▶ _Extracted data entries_

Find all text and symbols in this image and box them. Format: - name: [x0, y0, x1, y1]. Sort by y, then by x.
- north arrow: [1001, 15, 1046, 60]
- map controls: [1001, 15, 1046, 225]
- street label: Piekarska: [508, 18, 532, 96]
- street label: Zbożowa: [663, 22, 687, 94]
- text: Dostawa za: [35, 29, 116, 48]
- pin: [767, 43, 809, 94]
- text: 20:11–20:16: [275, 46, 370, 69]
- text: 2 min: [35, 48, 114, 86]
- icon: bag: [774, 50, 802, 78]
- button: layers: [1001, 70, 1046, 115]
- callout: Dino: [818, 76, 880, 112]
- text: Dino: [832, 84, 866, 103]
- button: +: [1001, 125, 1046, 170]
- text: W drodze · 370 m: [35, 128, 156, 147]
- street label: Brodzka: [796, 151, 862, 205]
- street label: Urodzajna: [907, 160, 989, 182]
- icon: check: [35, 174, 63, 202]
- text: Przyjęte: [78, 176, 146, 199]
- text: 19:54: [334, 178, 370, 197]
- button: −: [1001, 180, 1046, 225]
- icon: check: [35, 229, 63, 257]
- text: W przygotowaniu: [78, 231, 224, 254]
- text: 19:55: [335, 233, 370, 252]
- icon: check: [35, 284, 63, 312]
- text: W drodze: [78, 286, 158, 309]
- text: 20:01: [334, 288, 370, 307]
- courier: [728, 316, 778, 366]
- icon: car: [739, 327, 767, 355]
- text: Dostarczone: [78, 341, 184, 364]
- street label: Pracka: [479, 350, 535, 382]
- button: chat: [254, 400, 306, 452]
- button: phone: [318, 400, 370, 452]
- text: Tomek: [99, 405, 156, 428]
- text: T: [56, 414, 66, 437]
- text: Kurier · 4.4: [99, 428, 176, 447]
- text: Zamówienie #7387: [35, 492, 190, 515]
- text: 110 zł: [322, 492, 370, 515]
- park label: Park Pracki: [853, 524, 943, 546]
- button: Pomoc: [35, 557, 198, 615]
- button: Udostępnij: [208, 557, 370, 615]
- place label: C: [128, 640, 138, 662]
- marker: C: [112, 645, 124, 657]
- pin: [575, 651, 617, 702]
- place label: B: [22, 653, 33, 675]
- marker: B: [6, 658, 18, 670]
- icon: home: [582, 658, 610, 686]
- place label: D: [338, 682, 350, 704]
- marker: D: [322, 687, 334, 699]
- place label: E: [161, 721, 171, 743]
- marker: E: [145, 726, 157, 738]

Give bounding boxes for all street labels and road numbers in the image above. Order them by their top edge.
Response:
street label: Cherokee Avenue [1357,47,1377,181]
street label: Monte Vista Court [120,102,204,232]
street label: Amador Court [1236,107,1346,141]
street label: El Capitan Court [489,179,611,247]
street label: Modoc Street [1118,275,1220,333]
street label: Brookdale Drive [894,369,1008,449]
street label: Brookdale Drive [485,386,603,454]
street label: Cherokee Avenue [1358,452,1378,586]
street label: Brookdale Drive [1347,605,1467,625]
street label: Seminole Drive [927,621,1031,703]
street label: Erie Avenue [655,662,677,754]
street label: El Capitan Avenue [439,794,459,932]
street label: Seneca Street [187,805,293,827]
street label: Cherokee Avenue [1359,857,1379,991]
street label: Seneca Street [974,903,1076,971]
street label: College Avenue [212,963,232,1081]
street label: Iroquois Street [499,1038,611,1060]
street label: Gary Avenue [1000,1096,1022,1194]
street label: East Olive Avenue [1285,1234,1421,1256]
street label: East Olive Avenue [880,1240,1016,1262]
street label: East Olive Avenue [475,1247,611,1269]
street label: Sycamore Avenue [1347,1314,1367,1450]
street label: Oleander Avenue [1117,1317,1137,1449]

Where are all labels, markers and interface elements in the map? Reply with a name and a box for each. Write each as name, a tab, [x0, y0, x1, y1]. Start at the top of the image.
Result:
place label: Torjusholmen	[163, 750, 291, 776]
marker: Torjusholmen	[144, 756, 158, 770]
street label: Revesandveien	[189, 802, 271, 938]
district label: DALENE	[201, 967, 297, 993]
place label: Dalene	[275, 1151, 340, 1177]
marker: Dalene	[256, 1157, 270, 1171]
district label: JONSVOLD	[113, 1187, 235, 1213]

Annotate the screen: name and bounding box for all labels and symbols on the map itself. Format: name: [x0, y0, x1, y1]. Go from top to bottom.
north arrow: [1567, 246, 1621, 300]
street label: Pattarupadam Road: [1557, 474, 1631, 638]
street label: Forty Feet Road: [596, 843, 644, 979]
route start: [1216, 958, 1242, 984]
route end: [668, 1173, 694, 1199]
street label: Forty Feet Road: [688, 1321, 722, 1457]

▶ _AIM OF THE TASK_
Going from the line that has "Annotate the screen: name" through the last line of the entries, retype each line exactly as given and add nothing.

▶ _WRITTEN ANSWER_
Annotate the screen: name and bounding box for all labels and symbols on the map itself. Format: name: [x0, y0, x1, y1]. Go from top to bottom.
north arrow: [1567, 246, 1621, 300]
street label: Pattarupadam Road: [1557, 474, 1631, 638]
street label: Forty Feet Road: [596, 843, 644, 979]
route start: [1216, 958, 1242, 984]
route end: [668, 1173, 694, 1199]
street label: Forty Feet Road: [688, 1321, 722, 1457]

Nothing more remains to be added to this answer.